▶ _TO DO_: Show every line in the records below that contains the word "dead".

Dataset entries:
━━━━━━━━━━━━━━━━
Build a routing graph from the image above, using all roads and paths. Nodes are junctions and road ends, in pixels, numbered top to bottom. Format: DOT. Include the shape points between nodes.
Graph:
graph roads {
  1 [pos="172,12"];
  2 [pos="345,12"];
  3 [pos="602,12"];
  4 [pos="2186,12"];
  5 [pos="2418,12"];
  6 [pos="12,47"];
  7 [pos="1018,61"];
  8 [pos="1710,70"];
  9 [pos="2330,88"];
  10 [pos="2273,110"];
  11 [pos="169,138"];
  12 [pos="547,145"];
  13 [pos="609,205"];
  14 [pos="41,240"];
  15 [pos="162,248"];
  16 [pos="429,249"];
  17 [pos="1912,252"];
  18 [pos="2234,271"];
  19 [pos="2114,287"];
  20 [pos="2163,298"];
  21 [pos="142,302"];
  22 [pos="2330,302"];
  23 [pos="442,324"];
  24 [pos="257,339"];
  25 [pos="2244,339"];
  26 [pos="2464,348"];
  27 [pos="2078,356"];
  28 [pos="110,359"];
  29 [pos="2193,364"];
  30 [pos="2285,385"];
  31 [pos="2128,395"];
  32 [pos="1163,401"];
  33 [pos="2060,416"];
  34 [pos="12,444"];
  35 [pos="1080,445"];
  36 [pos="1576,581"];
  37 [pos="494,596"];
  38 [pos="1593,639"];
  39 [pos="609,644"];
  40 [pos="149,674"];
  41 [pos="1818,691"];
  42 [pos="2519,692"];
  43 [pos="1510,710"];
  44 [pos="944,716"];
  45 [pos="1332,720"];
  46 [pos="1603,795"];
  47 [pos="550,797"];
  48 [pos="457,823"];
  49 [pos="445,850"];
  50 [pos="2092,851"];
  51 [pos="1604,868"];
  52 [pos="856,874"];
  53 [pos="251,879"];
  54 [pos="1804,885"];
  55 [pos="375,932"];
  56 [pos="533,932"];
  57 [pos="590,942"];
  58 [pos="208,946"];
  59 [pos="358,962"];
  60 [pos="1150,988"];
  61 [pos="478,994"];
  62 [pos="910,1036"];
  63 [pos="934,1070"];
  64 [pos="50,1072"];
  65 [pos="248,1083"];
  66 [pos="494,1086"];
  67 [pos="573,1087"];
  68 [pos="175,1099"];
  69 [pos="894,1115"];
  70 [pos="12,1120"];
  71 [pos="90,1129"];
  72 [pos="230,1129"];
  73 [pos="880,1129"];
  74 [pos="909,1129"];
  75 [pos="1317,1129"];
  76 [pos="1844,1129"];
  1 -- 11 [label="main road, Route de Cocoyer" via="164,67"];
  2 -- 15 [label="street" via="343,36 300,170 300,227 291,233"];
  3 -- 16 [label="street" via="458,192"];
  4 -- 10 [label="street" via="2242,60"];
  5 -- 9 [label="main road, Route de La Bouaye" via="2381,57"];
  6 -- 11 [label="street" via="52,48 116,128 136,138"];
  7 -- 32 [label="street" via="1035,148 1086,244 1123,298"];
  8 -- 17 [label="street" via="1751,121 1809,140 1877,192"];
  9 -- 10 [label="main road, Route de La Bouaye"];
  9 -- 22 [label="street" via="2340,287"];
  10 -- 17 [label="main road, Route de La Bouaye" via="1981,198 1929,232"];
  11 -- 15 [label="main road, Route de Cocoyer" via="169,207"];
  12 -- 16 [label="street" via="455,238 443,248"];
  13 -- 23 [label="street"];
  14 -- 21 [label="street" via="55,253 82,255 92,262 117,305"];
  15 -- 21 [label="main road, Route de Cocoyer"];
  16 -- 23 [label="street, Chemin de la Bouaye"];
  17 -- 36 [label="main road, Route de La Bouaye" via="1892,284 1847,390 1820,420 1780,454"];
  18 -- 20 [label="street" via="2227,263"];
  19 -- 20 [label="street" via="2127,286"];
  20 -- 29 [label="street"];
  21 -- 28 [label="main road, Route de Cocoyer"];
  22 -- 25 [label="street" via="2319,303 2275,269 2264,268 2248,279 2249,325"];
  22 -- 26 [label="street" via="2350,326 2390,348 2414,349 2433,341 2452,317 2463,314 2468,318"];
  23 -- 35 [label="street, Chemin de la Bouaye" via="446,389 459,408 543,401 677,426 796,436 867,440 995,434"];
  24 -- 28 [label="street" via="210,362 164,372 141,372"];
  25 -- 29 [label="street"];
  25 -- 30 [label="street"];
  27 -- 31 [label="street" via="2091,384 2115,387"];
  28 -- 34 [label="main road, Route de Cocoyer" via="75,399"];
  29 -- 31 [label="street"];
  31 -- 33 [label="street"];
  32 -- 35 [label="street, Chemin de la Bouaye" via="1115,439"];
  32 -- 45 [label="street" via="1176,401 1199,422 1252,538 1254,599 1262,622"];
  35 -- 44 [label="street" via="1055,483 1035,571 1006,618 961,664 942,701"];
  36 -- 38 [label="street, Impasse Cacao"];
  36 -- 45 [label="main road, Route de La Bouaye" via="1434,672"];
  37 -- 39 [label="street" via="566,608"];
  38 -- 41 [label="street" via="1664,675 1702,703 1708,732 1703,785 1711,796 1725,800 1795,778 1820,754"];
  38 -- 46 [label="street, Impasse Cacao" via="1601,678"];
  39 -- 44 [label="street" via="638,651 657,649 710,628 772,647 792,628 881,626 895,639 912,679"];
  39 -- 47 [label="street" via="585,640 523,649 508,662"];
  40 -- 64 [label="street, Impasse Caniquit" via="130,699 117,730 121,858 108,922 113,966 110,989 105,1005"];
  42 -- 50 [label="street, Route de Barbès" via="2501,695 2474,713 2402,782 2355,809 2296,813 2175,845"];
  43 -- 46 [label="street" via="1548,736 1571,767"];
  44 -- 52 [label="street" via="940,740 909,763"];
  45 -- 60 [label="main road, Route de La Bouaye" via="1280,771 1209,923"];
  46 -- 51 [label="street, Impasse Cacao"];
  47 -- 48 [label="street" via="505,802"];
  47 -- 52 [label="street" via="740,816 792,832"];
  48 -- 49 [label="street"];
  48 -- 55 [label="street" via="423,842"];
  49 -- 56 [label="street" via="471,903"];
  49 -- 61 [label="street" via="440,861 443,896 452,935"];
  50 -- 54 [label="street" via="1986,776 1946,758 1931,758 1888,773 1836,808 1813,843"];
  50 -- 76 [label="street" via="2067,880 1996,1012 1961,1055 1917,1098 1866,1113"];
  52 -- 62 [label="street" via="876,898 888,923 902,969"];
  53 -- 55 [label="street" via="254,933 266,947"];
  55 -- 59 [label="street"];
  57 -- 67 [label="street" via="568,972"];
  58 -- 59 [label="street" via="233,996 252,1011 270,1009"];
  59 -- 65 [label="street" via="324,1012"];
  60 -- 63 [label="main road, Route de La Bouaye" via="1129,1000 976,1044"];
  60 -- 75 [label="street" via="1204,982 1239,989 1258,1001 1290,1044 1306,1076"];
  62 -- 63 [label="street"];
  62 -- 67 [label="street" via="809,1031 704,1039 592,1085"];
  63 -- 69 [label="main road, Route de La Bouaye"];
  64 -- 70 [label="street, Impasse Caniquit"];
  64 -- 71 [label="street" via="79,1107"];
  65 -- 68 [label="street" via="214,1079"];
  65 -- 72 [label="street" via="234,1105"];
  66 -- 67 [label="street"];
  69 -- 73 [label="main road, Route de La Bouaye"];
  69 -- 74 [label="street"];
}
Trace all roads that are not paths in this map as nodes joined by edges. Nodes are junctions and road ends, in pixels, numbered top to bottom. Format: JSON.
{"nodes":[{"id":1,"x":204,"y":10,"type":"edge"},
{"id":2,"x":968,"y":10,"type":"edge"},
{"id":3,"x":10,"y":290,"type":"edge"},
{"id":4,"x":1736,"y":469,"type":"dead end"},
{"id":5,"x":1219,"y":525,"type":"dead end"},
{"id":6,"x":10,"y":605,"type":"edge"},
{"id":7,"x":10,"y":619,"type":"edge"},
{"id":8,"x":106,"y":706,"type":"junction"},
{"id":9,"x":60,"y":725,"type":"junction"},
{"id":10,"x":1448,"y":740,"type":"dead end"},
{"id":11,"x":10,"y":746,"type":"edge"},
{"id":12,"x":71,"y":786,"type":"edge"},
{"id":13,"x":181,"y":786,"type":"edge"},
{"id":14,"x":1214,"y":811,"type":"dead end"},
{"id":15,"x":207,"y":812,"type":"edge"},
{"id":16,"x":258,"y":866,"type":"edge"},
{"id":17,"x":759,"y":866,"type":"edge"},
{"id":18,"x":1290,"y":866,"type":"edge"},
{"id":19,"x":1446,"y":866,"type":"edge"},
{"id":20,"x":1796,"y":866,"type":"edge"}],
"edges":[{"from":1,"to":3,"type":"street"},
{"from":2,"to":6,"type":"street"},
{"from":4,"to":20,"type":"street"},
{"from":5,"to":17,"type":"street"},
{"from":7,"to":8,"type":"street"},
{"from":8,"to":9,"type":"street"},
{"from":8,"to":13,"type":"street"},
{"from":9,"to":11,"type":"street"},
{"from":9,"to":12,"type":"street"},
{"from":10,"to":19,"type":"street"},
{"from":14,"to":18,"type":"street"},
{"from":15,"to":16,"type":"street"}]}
━━━━━━━━━━━━━━━━
▶ _WRITTEN ANSWER_:
{"id":4,"x":1736,"y":469,"type":"dead end"},
{"id":5,"x":1219,"y":525,"type":"dead end"},
{"id":10,"x":1448,"y":740,"type":"dead end"},
{"id":14,"x":1214,"y":811,"type":"dead end"},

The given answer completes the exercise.